The delivery was perfect, the eyes steady. Not a flicker. House didn't know whether to be suspicious or impressed at how good this man was at concealing things. He took the pad and looked at the page. It contained four small drawings of stones, all identically stark on John's side and with a similar floral theme but subtle variations to it on Blythe's. The flowers and positions were just a bit different on each. House studied them, his eyes absorbing details, pausing at the end, returning to the third one. Azaleas outlined her half, and one branch extended with blooms to rest beneath her name, almost as if pushing the date of her death out of the way, or as if it might achieve that in another year. If it were real instead of stone, that was. Too elaborate, really, and slightly lopsided on effect, but it fit her somehow. House pulled the page off without a word and offered the pad back. Folding the sketch, he shoved it into a pocket and went for the throat immediately in this brief window of opportunity.

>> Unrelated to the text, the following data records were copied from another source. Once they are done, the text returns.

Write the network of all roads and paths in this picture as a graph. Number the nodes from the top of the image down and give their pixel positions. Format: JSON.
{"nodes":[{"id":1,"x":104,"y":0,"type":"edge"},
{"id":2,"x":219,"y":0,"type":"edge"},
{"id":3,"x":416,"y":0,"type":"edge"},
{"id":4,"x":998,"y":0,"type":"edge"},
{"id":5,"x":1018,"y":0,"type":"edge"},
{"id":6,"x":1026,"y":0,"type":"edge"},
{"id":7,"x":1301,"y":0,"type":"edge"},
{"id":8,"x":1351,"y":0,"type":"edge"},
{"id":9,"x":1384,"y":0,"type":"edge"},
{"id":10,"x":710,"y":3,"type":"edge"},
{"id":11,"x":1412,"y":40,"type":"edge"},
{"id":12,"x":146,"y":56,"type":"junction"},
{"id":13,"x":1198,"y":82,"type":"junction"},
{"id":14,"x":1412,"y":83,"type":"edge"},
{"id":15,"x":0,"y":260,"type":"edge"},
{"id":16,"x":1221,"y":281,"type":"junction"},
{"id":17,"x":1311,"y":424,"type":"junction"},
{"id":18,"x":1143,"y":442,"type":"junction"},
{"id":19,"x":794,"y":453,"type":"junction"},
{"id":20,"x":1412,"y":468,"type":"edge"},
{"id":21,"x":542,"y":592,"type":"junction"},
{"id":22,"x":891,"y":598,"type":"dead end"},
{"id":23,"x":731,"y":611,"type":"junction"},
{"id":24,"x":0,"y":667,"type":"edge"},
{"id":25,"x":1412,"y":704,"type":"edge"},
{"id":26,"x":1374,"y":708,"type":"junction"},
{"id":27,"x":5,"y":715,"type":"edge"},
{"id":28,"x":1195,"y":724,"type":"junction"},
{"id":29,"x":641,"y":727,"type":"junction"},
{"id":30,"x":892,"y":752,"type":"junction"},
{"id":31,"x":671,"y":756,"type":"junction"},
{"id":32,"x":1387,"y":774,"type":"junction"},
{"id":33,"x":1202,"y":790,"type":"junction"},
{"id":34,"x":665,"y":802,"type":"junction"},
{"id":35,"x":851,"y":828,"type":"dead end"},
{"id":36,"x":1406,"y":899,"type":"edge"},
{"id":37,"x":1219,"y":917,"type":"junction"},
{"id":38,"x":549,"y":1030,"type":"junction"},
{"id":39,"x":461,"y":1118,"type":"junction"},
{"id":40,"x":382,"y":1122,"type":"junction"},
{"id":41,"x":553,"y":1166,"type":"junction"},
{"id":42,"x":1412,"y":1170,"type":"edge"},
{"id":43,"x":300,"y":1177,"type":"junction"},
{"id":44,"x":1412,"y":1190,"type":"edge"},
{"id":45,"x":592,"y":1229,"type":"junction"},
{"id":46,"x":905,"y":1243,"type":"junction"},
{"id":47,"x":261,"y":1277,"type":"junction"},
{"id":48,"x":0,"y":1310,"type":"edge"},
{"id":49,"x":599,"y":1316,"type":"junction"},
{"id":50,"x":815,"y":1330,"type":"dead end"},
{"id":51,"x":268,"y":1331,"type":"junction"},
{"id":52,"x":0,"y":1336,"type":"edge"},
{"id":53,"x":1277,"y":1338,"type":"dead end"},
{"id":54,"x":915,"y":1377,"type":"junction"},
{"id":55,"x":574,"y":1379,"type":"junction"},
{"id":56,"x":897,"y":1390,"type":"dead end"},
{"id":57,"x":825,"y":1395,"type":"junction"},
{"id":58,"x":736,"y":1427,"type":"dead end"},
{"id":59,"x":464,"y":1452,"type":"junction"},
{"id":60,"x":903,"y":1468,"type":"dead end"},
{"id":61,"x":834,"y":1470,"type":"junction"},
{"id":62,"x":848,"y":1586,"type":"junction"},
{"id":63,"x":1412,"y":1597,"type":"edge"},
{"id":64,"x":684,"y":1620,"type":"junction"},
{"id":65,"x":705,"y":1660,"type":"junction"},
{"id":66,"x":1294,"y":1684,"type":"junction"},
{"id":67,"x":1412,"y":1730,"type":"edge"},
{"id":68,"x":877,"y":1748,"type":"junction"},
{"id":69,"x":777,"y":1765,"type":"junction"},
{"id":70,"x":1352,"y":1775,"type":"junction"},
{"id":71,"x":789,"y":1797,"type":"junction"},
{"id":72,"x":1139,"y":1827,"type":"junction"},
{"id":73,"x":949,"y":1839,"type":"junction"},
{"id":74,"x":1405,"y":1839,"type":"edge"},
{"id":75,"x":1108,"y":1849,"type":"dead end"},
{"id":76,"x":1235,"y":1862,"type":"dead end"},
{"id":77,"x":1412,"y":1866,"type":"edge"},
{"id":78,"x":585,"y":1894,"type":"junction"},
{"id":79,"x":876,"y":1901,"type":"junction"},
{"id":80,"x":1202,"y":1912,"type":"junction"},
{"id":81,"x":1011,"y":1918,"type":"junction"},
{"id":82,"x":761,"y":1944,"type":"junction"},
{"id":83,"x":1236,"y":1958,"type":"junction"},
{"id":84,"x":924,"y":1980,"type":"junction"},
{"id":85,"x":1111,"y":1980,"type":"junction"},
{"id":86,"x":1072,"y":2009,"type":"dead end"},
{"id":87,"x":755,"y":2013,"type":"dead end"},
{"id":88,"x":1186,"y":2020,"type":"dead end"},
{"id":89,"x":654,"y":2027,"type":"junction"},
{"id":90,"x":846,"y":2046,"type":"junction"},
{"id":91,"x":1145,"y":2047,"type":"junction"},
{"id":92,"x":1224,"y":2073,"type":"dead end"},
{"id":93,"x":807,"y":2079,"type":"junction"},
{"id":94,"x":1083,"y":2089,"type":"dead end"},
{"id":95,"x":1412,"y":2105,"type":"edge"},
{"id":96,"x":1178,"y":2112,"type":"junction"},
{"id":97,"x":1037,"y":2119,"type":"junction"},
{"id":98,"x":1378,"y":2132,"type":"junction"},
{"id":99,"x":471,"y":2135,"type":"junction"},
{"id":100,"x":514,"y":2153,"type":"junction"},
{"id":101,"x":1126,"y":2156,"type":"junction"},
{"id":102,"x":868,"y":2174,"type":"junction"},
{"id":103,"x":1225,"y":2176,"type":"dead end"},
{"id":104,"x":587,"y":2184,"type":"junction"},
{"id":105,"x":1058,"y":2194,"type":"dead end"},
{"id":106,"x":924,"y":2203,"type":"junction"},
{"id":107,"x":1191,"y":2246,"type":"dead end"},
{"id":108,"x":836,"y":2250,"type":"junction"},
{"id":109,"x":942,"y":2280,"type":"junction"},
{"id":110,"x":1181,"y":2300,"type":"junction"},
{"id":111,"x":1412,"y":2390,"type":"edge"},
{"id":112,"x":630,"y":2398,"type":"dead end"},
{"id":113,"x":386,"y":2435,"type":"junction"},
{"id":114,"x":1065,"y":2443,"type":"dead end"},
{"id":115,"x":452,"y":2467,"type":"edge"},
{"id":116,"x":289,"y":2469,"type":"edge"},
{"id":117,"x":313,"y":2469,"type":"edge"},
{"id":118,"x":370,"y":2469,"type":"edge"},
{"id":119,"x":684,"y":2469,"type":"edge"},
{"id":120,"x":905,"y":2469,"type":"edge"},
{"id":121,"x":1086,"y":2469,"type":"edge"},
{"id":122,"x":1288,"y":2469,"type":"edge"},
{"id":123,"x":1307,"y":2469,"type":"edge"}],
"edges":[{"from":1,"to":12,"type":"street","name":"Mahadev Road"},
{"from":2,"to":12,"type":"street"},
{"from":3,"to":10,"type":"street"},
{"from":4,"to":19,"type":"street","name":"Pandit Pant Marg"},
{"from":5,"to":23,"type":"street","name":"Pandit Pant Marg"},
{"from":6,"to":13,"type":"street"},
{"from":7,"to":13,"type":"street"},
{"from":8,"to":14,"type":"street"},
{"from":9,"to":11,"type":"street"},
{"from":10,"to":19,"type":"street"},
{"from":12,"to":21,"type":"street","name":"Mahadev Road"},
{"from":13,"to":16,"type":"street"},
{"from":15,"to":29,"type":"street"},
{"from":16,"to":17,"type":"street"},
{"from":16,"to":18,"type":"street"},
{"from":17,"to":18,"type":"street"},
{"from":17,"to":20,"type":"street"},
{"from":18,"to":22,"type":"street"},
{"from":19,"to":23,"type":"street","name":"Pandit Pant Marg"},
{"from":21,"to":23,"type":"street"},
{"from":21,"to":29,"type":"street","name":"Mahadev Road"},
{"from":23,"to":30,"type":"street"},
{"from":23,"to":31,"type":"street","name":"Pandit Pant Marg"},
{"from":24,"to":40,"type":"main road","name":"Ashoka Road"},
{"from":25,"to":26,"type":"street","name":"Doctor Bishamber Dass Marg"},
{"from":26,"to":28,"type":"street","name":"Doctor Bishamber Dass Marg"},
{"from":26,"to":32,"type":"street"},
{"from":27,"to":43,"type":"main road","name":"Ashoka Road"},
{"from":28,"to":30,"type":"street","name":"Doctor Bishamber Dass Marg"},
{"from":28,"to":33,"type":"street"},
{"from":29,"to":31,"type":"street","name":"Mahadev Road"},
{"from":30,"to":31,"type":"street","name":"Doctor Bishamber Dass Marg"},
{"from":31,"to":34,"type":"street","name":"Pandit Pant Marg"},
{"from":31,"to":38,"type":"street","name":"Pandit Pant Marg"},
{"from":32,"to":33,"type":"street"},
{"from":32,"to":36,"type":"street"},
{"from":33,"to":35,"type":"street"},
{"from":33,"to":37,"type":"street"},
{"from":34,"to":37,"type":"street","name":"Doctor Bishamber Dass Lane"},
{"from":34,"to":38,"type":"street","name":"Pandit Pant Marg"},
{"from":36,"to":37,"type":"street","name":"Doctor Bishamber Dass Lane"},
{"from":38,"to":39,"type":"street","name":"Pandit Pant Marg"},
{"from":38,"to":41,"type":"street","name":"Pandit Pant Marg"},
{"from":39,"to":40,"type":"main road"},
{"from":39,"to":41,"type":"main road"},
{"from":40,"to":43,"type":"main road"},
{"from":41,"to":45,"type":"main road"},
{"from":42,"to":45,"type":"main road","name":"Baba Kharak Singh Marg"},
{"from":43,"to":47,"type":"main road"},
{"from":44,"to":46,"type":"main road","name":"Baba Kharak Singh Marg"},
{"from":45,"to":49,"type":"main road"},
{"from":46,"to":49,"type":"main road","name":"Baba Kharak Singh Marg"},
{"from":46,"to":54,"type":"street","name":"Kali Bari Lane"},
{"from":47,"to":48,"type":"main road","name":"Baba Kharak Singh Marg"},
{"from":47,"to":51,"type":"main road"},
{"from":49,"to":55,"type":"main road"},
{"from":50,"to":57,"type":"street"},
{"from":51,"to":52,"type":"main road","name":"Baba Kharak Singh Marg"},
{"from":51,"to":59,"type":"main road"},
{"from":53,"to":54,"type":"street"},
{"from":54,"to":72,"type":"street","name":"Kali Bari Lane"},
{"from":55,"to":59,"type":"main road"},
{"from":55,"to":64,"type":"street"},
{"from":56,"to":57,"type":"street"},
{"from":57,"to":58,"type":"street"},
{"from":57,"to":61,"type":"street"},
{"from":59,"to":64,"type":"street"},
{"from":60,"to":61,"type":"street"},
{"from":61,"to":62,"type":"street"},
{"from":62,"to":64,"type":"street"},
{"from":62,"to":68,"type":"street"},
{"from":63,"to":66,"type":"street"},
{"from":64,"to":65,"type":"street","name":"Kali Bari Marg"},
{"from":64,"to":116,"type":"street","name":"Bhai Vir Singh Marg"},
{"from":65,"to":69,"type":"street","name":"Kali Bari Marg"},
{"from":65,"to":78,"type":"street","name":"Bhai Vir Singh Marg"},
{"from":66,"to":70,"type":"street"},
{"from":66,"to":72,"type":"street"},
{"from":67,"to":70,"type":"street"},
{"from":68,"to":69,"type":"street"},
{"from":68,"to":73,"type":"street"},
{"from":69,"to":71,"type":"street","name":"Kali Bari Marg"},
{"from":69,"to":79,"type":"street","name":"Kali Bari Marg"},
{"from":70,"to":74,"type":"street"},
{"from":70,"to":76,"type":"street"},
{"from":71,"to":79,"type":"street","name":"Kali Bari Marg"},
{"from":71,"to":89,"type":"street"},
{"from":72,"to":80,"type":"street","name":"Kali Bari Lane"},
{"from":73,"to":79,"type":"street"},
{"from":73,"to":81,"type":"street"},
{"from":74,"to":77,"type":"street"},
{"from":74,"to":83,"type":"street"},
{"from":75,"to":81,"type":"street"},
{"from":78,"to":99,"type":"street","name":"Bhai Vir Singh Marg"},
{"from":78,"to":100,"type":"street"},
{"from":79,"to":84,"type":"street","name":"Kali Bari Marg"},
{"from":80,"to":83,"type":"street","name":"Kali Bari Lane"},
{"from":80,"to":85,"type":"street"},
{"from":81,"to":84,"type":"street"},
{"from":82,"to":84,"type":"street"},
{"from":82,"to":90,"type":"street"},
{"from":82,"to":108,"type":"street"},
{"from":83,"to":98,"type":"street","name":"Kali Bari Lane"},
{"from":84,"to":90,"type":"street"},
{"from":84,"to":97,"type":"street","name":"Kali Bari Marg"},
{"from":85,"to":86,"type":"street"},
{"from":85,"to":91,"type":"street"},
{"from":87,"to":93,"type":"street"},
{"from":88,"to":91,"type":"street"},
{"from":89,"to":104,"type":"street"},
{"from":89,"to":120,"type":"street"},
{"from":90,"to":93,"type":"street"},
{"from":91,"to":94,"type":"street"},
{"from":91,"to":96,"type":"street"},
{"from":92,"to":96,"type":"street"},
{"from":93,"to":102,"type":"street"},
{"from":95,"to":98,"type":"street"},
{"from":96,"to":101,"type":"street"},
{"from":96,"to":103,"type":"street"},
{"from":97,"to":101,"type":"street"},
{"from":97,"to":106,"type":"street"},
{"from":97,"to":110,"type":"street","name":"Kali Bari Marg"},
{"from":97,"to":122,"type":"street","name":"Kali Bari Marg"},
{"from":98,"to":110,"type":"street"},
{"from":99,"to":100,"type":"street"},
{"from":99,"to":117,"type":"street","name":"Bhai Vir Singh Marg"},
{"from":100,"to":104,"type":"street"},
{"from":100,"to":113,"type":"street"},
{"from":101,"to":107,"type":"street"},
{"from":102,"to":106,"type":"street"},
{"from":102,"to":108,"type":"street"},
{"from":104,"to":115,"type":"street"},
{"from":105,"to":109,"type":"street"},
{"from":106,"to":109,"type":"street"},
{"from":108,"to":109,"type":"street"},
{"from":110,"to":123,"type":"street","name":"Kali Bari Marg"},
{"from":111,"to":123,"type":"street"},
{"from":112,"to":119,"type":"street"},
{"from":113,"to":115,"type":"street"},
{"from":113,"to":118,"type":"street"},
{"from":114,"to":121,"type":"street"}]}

"You know," he said, "redecorating a tombstone in the dark makes a lot more sense than kicking one."
Thornton's eyes widened. The shock was complete, but he didn't flinch, absorbing the blow, considering for a few seconds, coming back quickly. "It's a different kind of satisfaction," he said. "They both can feel pretty good."
"You can't tell me that kick felt good."
"At that moment, it did," he insisted. "Later, not so much, and I forgot how old I am for a minute there in how hard I kicked it, but I don't regret it."
House shifted, feeling an unwilling identification with that attitude. There had been a few times over the years. . . "It's stupid to hurt yourself. Doesn't change the past."
"Nothing will change the past. I do realize that, Greg."
"You didn't want me to know about it. Didn't try to use it. Why?" House demanded.
Thornton held the eye contact. "What I did there Monday night, and anything I might have said there, wasn't aimed at you. That was personal." House tested the sincerity and tried to grasp this, and Thomas changed the subject a little, offering a small release of the tension. "I didn't mean to set off Lisa worrying, though. I do regret that."
"It's impossible to stop her from worrying," House said. "But telling her you did it deliberately wouldn't make her feel any better. She'd worry more, if anything."
"That's what I thought. I didn't intend for anyone to notice the foot."
"News flash: I notice things. That's my job."
The other man smiled with a look of genuine pride. "I underestimated you there. My mistake." He considered asking about his son going back to the cemetery; House saw the thought in his eyes. But he didn't voice it.
Relieved but unable to resist scoring another point, House continued. "You've never mentioned your meeting after the trial with the defense attorney to me, either."
That bombshell surprised his father even more. "How do you know . . . did he come to you after all?" The pure anger in his voice and eyes, the way his fists tightened and his posture fired up for a fight, caught House off guard. Thornton was ready to nail that attorney to the wall if he had been bothering his son. The other man looked dangerous suddenly, actually physically dangerous as well as mentally, but in an odd way, this potential violence wasn't frightening, not like John.
"No," House admitted, unable to avoid giving the reassurance.
Thornton relaxed, anger fading into simple curiosity. "Then how did you find out?"
"Why didn't you try to use that?" House asked again. "It's been months."
"Because it was personal," Thornton repeated. "I wasn't trying to score a point with you. I just wanted that son of a bitch to regret giving you a hard time and also to leave you alone forever if he had any thoughts of getting even. I have no doubt that you could have dealt with him, Greg, even physically if that came up, although he's a pure coward and not likely to try that; mental sneakiness is more his style. Still, that wasn't the point. You shouldn't have had to deal with it. He didn't deserve another second of your time and attention than he'd already taken." The sincerity in the few last sentences rocked House again. Thornton wasn't seeing him as a cripple or trying to protect a weakling but had wanted to spare him annoyance. And it had been personal, too. House remembered the ice-cold threat in the other man's voice on that recording, reducing the attorney to a quivering, spineless pile of goo without laying a hand on him, then flipping the intensity off like a light switch.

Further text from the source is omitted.